── PROVIDED RECORDS ──

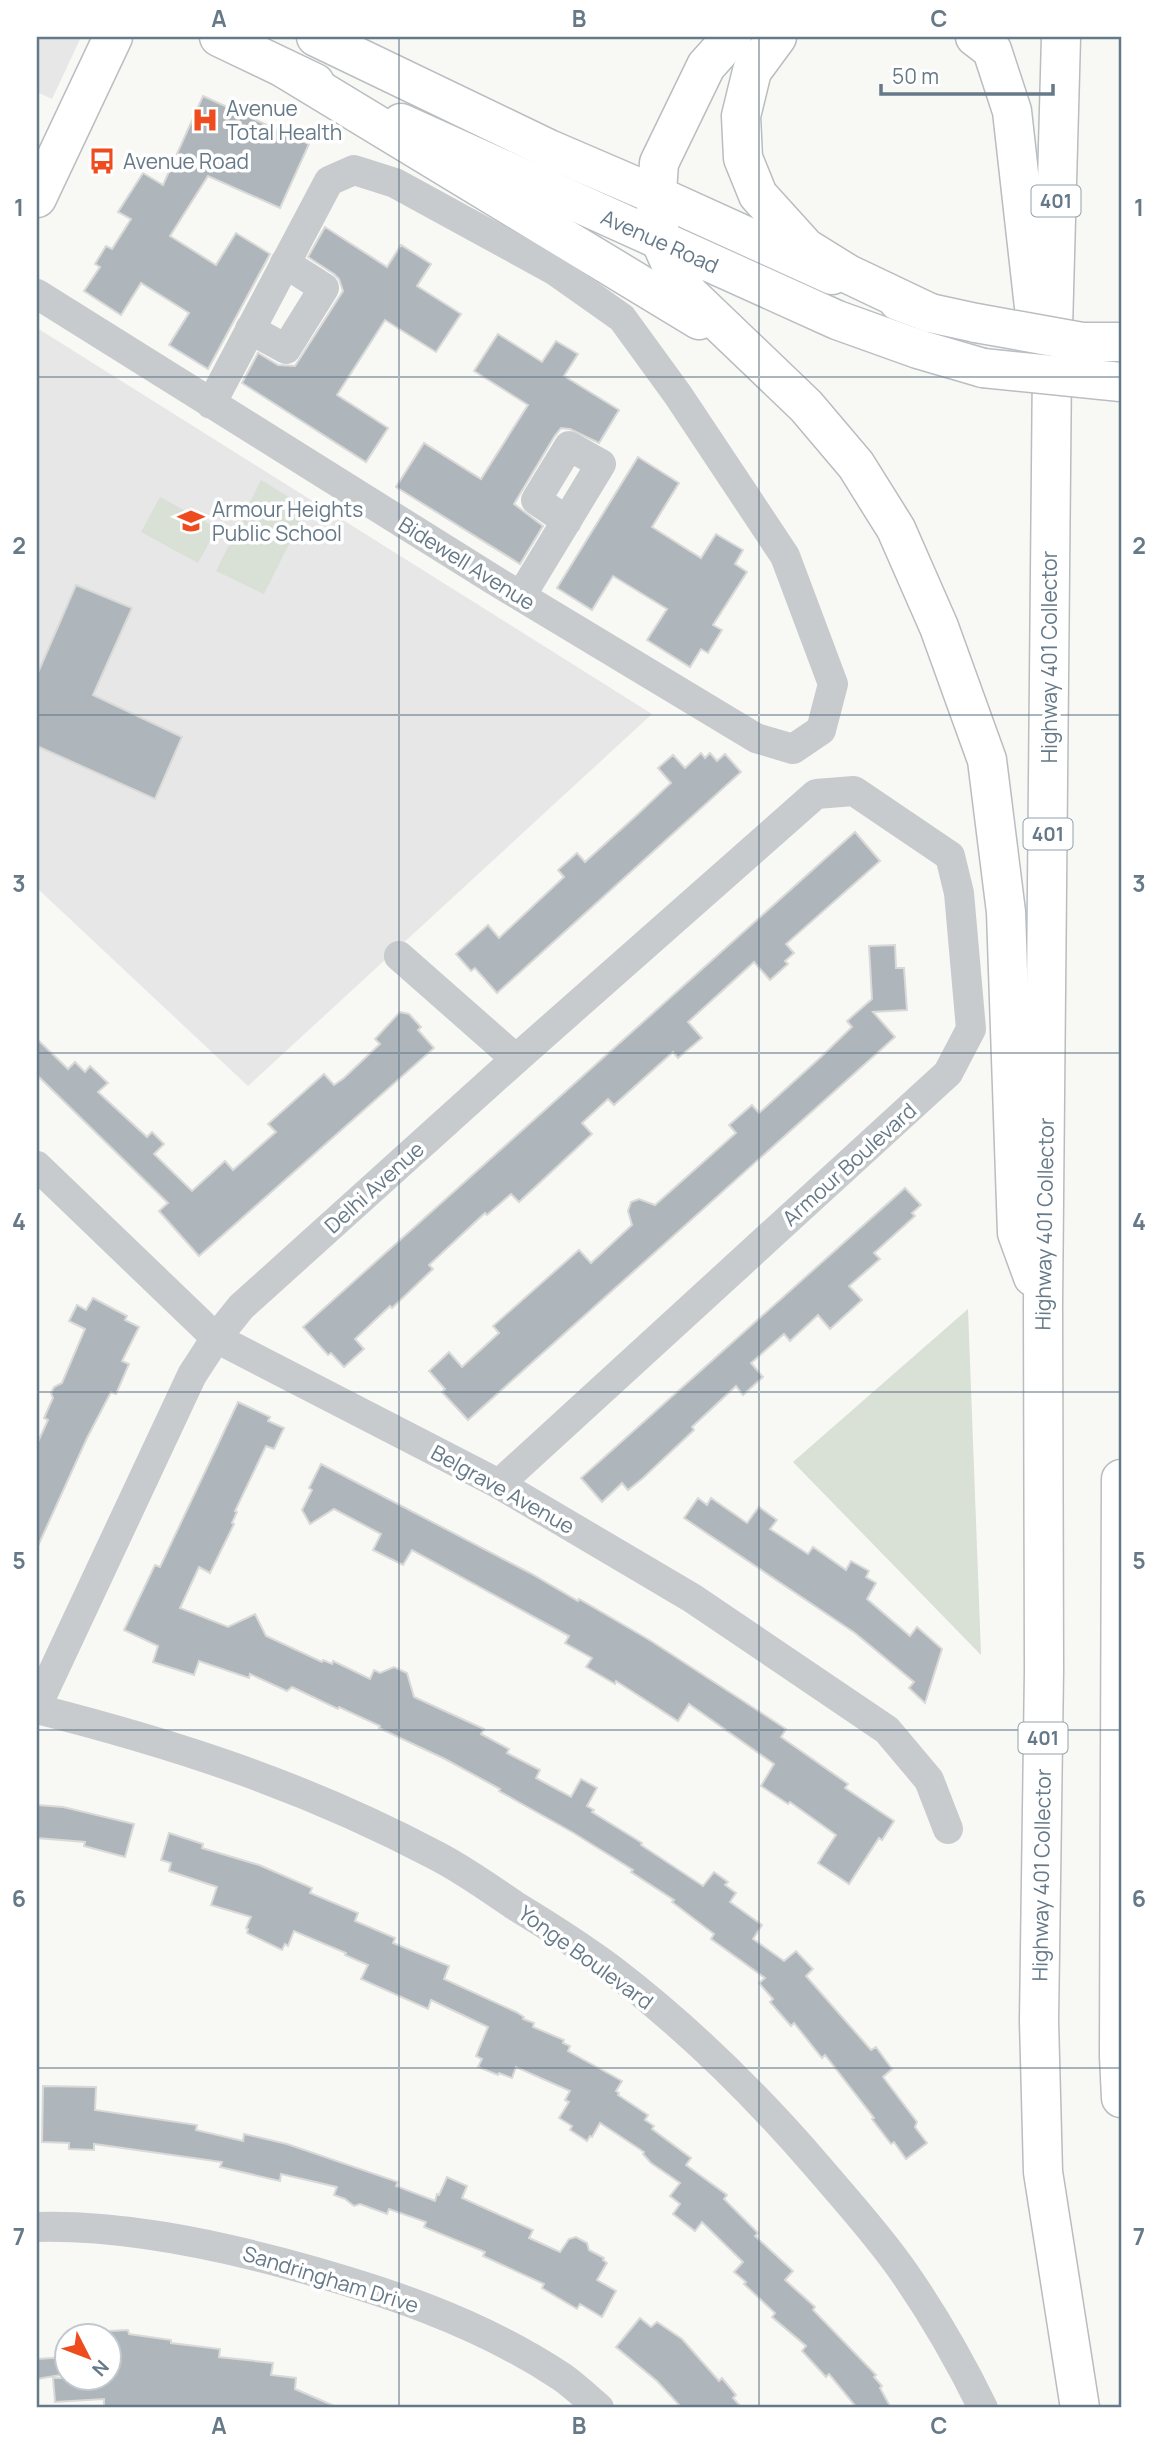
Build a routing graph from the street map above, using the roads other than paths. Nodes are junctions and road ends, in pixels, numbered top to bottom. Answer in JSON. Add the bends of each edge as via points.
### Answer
{"nodes":[{"id":1,"x":113,"y":37,"type":"edge"},
{"id":2,"x":219,"y":37,"type":"edge"},
{"id":3,"x":316,"y":37,"type":"edge"},
{"id":4,"x":732,"y":37,"type":"edge"},
{"id":5,"x":778,"y":37,"type":"edge"},
{"id":6,"x":975,"y":37,"type":"edge"},
{"id":7,"x":1060,"y":37,"type":"edge"},
{"id":8,"x":285,"y":69,"type":"junction"},
{"id":9,"x":656,"y":195,"type":"junction"},
{"id":10,"x":37,"y":198,"type":"edge"},
{"id":11,"x":661,"y":242,"type":"junction"},
{"id":12,"x":285,"y":263,"type":"junction"},
{"id":13,"x":37,"y":295,"type":"edge"},
{"id":14,"x":930,"y":313,"type":"junction"},
{"id":15,"x":250,"y":328,"type":"junction"},
{"id":16,"x":1121,"y":342,"type":"edge"},
{"id":17,"x":744,"y":348,"type":"junction"},
{"id":18,"x":1052,"y":364,"type":"junction"},
{"id":19,"x":1121,"y":382,"type":"edge"},
{"id":20,"x":211,"y":404,"type":"junction"},
{"id":21,"x":567,"y":521,"type":"dead end"},
{"id":22,"x":521,"y":596,"type":"junction"},
{"id":23,"x":854,"y":791,"type":"joint"},
{"id":24,"x":399,"y":956,"type":"dead end"},
{"id":25,"x":516,"y":1059,"type":"junction"},
{"id":26,"x":37,"y":1166,"type":"edge"},
{"id":27,"x":1043,"y":1304,"type":"junction"},
{"id":28,"x":216,"y":1338,"type":"junction"},
{"id":29,"x":1121,"y":1479,"type":"edge"},
{"id":30,"x":499,"y":1484,"type":"junction"},
{"id":31,"x":37,"y":1708,"type":"edge"},
{"id":32,"x":948,"y":1829,"type":"dead end"},
{"id":33,"x":1121,"y":2098,"type":"edge"},
{"id":34,"x":37,"y":2227,"type":"edge"},
{"id":35,"x":599,"y":2408,"type":"edge"},
{"id":36,"x":983,"y":2408,"type":"edge"},
{"id":37,"x":1080,"y":2408,"type":"edge"}],
"edges":[{"from":1,"to":10,"type":"main road"},
{"from":2,"to":8,"type":"main road","name":"Avenue Road"},
{"from":3,"to":9,"type":"main road","name":"Avenue Road"},
{"from":4,"to":9,"type":"main road","via":[[706,66],[668,142],[659,163]]},
{"from":5,"to":14,"type":"main road","via":[[752,71],[741,116],[743,158],[758,195],[806,248],[848,274]]},
{"from":6,"to":18,"type":"main road","via":[[992,50],[1012,111],[1032,309]]},
{"from":7,"to":18,"type":"main road","name":"Highway 401 Collector","number":"401"},
{"from":8,"to":11,"type":"main road","name":"Avenue Road"},
{"from":8,"to":17,"type":"main road"},
{"from":9,"to":11,"type":"main road"},
{"from":9,"to":14,"type":"main road","name":"Avenue Road","via":[[870,292]]},
{"from":11,"to":17,"type":"main road","via":[[689,294]]},
{"from":11,"to":19,"type":"main road","name":"Avenue Road","bridge":true,"via":[[837,320],[918,349],[983,368]]},
{"from":12,"to":15,"type":"street"},
{"from":12,"to":15,"type":"street","via":[[324,289],[286,349]]},
{"from":12,"to":22,"type":"street","name":"Bidewell Avenue","via":[[329,181],[354,170],[394,183],[542,263],[622,318],[785,556],[834,684],[821,730],[793,749],[756,738]]},
{"from":13,"to":20,"type":"street","name":"Bidewell Avenue"},
{"from":14,"to":16,"type":"main road","name":"Avenue Road","bridge":true,"via":[[1082,342]]},
{"from":15,"to":20,"type":"street"},
{"from":17,"to":27,"type":"main road","via":[[806,406],[856,465],[896,529],[939,627],[987,760],[1006,912],[1017,1233]]},
{"from":18,"to":27,"type":"main road","name":"Highway 401 Collector","number":"401"},
{"from":20,"to":22,"type":"street","name":"Bidewell Avenue"},
{"from":21,"to":22,"type":"street"},
{"from":23,"to":25,"type":"street","name":"Delhi Avenue","via":[[816,793]]},
{"from":23,"to":30,"type":"street","name":"Armour Boulevard","via":[[950,856],[959,893],[971,1029],[948,1073]]},
{"from":24,"to":25,"type":"street"},
{"from":25,"to":28,"type":"street","name":"Delhi Avenue","via":[[258,1290]]},
{"from":26,"to":28,"type":"street","name":"Belgrave Avenue"},
{"from":27,"to":37,"type":"main road","name":"Highway 401 Collector","number":"401","via":[[1039,2021],[1043,2172]]},
{"from":28,"to":30,"type":"street","name":"Belgrave Avenue"},
{"from":28,"to":31,"type":"street","name":"Delhi Avenue","via":[[192,1374]]},
{"from":29,"to":33,"type":"main road"},
{"from":30,"to":32,"type":"street","name":"Belgrave Avenue","via":[[692,1598],[887,1730],[929,1780]]},
{"from":31,"to":36,"type":"street","name":"Yonge Boulevard","via":[[195,1753],[357,1816],[440,1857],[611,1969],[705,2048],[780,2123],[843,2196],[902,2270]]},
{"from":34,"to":35,"type":"street","name":"Sandringham Drive","via":[[125,2232],[221,2247],[412,2301],[500,2341],[564,2378]]}]}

───

THE TASK>
A line belongs in the answer if it contains the word "dead"; copy every such line from the data above.

RESULT BELOW>
{"id":21,"x":567,"y":521,"type":"dead end"},
{"id":24,"x":399,"y":956,"type":"dead end"},
{"id":32,"x":948,"y":1829,"type":"dead end"},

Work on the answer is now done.